DARWIN, Australia – An Australian and British man working to map a deadly legacy of unexploded ammunition from World War II were killed in the South Pacific nation of the Solomon Islands following a bomb they were working on.
The explosion occurred on Sunday in the house that the two explosives experts shared in a suburb of the capital Honiara. Police and the humanitarian group they worked for, Norwegian People’s Aid, said they were shocked that the men had removed the ammunition from the field and moved it to a residential area.
“We’ll determine what to do with the UXOs after the poll finds them,” said Clifford Tunuki, the police inspector, in a statement released on Sunday about the unexploded ordnance. An official investigation is underway and the site is being treated as a crime scene, he added. It was unclear whether any nearby homes were damaged.
Per Hakon Breivik, the aid organization’s director of disarmament, said he had known one of the men, Stephen Atkinson, 57, from Great Britain, for more than 20 years, and Mr. Atkinson and the other bombing expert, Trent Lee, 40, from Australia were “committed” Professionals.
Mr Breivik said his group had no information about why the ordnance was in their home, despite he voicing alarm about their actions. He added that the aid group’s activities in the Solomon Islands have ceased.
The deaths have unearthed a dangerous legacy hidden in the sandy earth of the Solomon Islands, an archipelago about 1,000 miles northeast of Australia that has been the site of fierce fighting between Japanese and Allied forces. The islands, including the main island of Guadalcanal, are still littered with shells and bombs.
In the 75 years since the war ended, dozens of people are believed to have been killed or maimed by ammunition in the Solomon Islands, but a lack of funding has hampered efforts to eliminate it.
“Every single place that has been either occupied or contested has a dangerous legacy,” said John Rodsted, senior researcher at SafeGround, an advocacy group for the removal of explosives left behind by war. The organization has made several research trips to the Solomon Islands but has not been involved in the current mapping efforts.

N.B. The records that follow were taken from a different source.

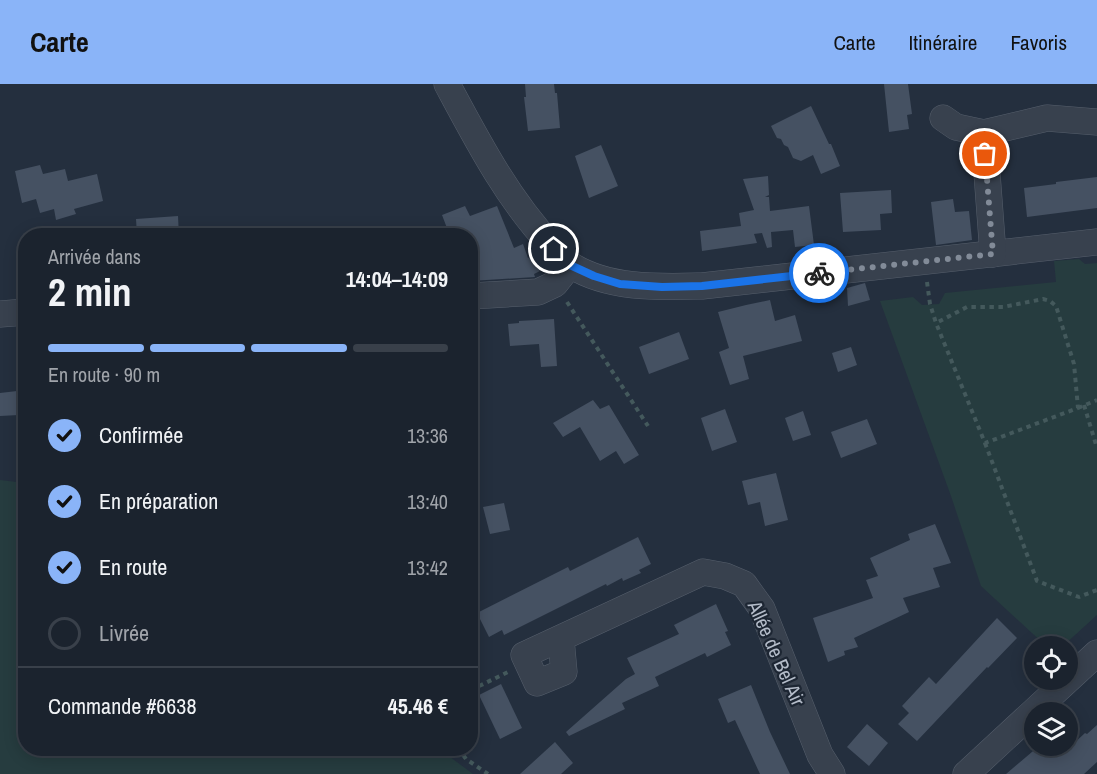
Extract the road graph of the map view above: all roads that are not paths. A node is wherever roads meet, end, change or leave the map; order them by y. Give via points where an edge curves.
1 (447, 84) edge
2 (943, 118) dead end
3 (1097, 122) edge
4 (984, 133) junction
5 (1097, 243) edge
6 (993, 254) junction
7 (563, 274) junction
8 (478, 296) edge
9 (18, 313) edge
10 (0, 314) edge
11 (1097, 654) edge
12 (527, 663) road end
13 (832, 774) edge
14 (966, 774) edge

1 - 7 street via 500,178
2 - 4 street via 956,127
3 - 4 street via 1047,118
4 - 6 street
5 - 6 street
6 - 7 street via 702,286 620,284 594,276
7 - 8 street via 537,292
9 - 10 street
11 - 14 street
12 - 13 street, Allée de Bel Air via 524,656 703,572 725,576 744,584 762,609 820,755

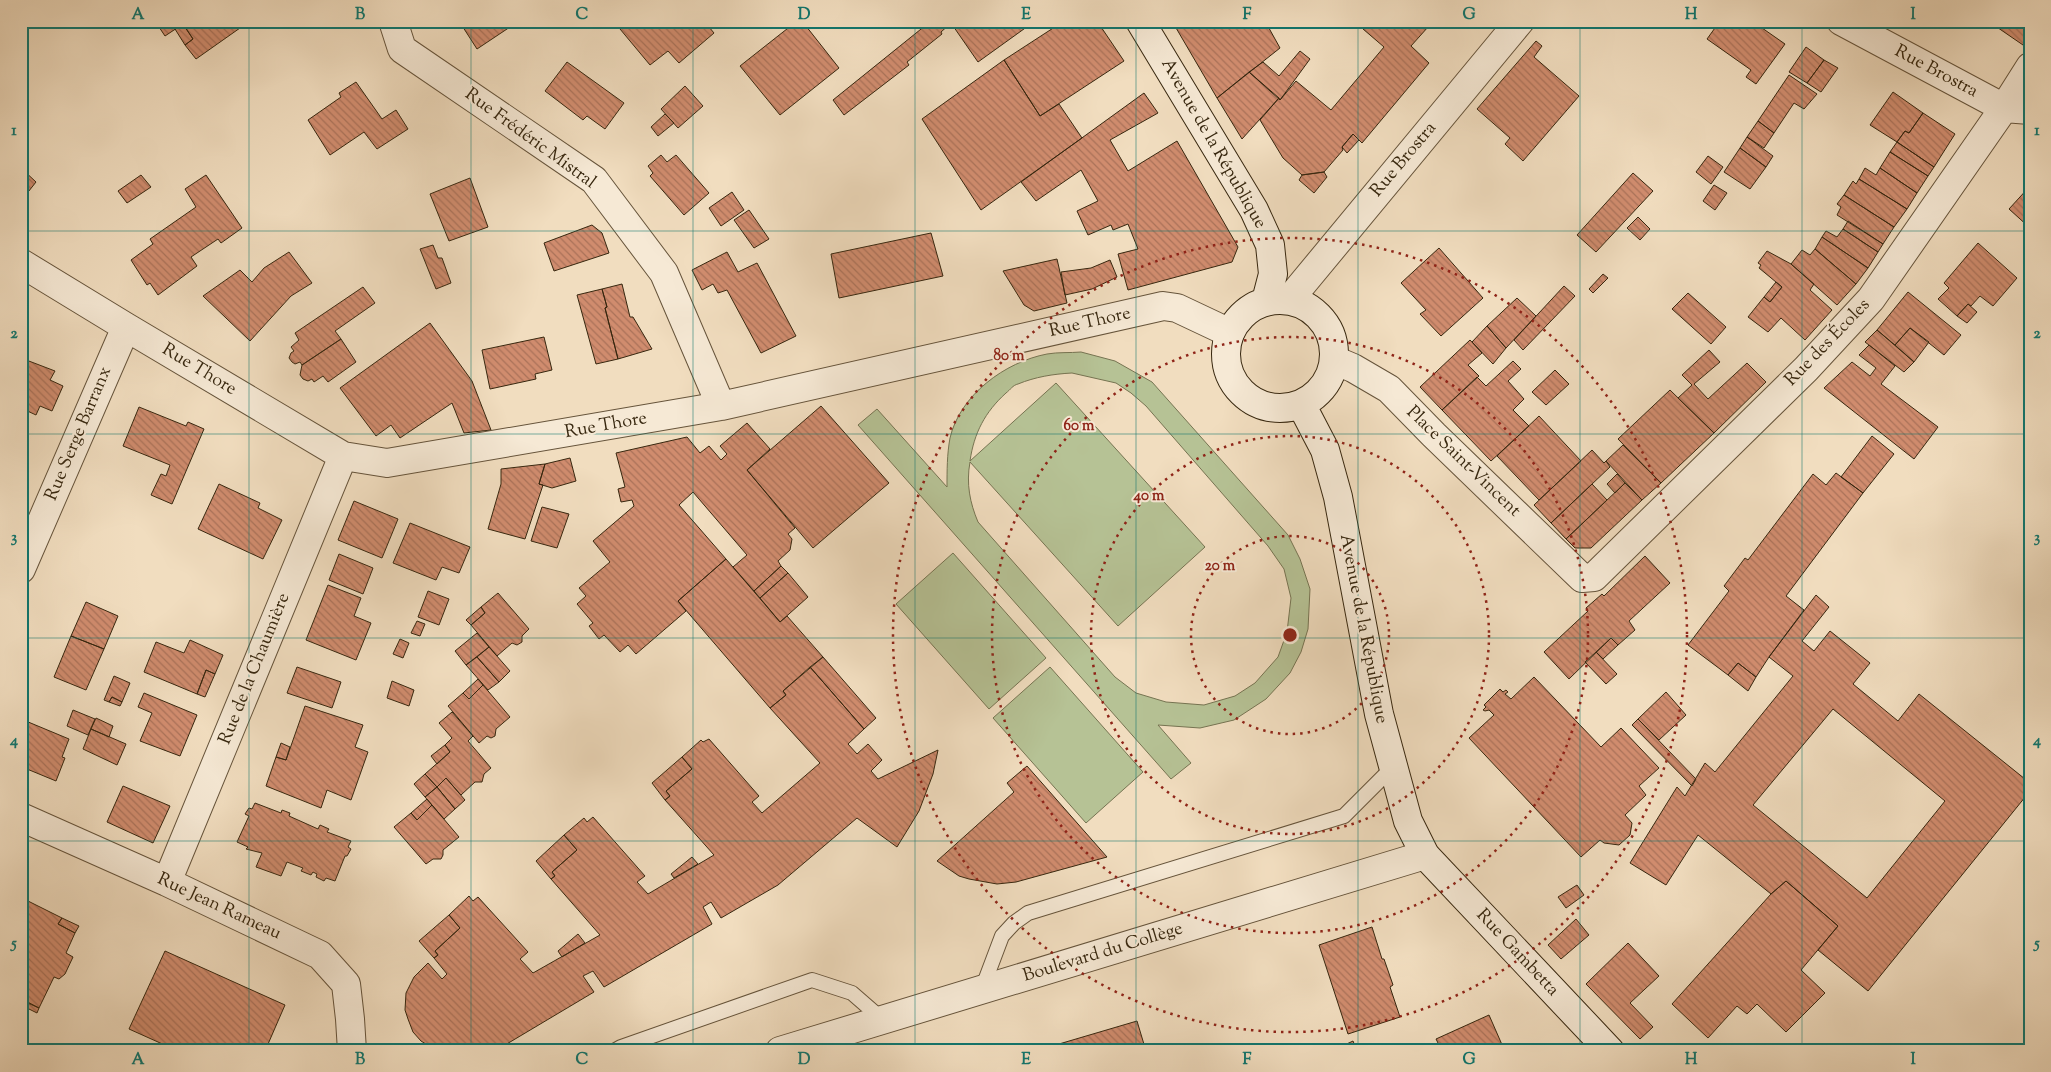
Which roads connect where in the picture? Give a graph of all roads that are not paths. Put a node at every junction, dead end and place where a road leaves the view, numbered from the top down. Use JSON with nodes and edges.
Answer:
{"nodes":[{"id":1,"x":393,"y":21,"type":"edge"},
{"id":2,"x":1140,"y":21,"type":"edge"},
{"id":3,"x":1520,"y":21,"type":"edge"},
{"id":4,"x":1842,"y":21,"type":"edge"},
{"id":5,"x":2030,"y":68,"type":"edge"},
{"id":6,"x":2017,"y":109,"type":"edge"},
{"id":7,"x":21,"y":263,"type":"edge"},
{"id":8,"x":1278,"y":301,"type":"junction"},
{"id":9,"x":126,"y":327,"type":"junction"},
{"id":10,"x":1230,"y":333,"type":"junction"},
{"id":11,"x":1334,"y":360,"type":"junction"},
{"id":12,"x":1301,"y":404,"type":"junction"},
{"id":13,"x":721,"y":406,"type":"junction"},
{"id":14,"x":343,"y":456,"type":"junction"},
{"id":15,"x":21,"y":569,"type":"edge"},
{"id":16,"x":1582,"y":578,"type":"joint"},
{"id":17,"x":1392,"y":768,"type":"junction"},
{"id":18,"x":21,"y":817,"type":"edge"},
{"id":19,"x":1425,"y":855,"type":"junction"},
{"id":20,"x":166,"y":882,"type":"junction"},
{"id":21,"x":982,"y":989,"type":"junction"},
{"id":22,"x":883,"y":1020,"type":"junction"},
{"id":23,"x":352,"y":1051,"type":"edge"},
{"id":24,"x":614,"y":1051,"type":"edge"},
{"id":25,"x":780,"y":1051,"type":"edge"},
{"id":26,"x":1610,"y":1051,"type":"edge"}],
"edges":[{"from":1,"to":13,"type":"street","name":"Rue Frédéric Mistral"},
{"from":2,"to":8,"type":"street","name":"Avenue de la République"},
{"from":3,"to":8,"type":"street","name":"Rue Brostra"},
{"from":4,"to":6,"type":"street","name":"Rue Brostra"},
{"from":5,"to":6,"type":"street","name":"Rue des Écoles"},
{"from":6,"to":16,"type":"street","name":"Rue des Écoles"},
{"from":7,"to":9,"type":"street","name":"Rue Thore"},
{"from":8,"to":10,"type":"street"},
{"from":8,"to":11,"type":"street"},
{"from":9,"to":14,"type":"street","name":"Rue Thore"},
{"from":9,"to":15,"type":"street","name":"Rue Serge Barranx"},
{"from":10,"to":12,"type":"street"},
{"from":10,"to":13,"type":"street","name":"Rue Thore"},
{"from":11,"to":12,"type":"street"},
{"from":11,"to":16,"type":"street","name":"Place Saint-Vincent"},
{"from":12,"to":17,"type":"street","name":"Avenue de la République"},
{"from":13,"to":14,"type":"street","name":"Rue Thore"},
{"from":14,"to":20,"type":"street","name":"Rue de la Chaumière"},
{"from":17,"to":19,"type":"street","name":"Avenue de la République"},
{"from":17,"to":21,"type":"lane"},
{"from":18,"to":20,"type":"street","name":"Rue Jean Rameau"},
{"from":19,"to":21,"type":"street","name":"Boulevard du Collège"},
{"from":19,"to":26,"type":"street","name":"Rue Gambetta"},
{"from":20,"to":23,"type":"street","name":"Rue Jean Rameau"},
{"from":21,"to":22,"type":"street","name":"Boulevard du Collège"},
{"from":22,"to":24,"type":"lane"},
{"from":22,"to":25,"type":"street","name":"Boulevard du Collège"}]}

World War-era unexploded ammunition is still a problem in many parts of Europe – dozens of devices, including grenades, are removed from backyards, fields and construction sites in the UK, France and Germany each year. While the discoveries, which occur with surprising regularity, often lead to evacuations, damage is rare.
But in the Solomon Islands, a country where more than 75 percent of the population work as farm laborers, buried ammunition can turn agriculture into a deadly occupation. “They are afraid of their country,” said Mr. Rodsted.
There are no official statistics in the Solomon Islands on the number of deaths and injuries from unexploded equipment. Based on information from police and medical professionals, stakeholders estimate that around 20 people are injured or killed by the explosives each year.
Many rural episodes go unreported when people cannot reach medical facilities. In some cases, equipment is illegally harvested and used for fishing, which can also lead to underreporting of injuries.
Although the scope of the problem is believed to be significant, a lack of data on the number of devices and their locations has made it difficult to remove those devices. The two men who died on Sunday had been part of the first large-scale attempts to assess and map them.
Mr Lee, the Australian expert, recognized the danger of his work over the past month in a Facebook post where he described an American fleet round as “pretty much the most dangerous World War II ammunition we can find”. The device, he wrote, was “cocked and ready to fire”.
“A bump,” he added, and it’s “all over”.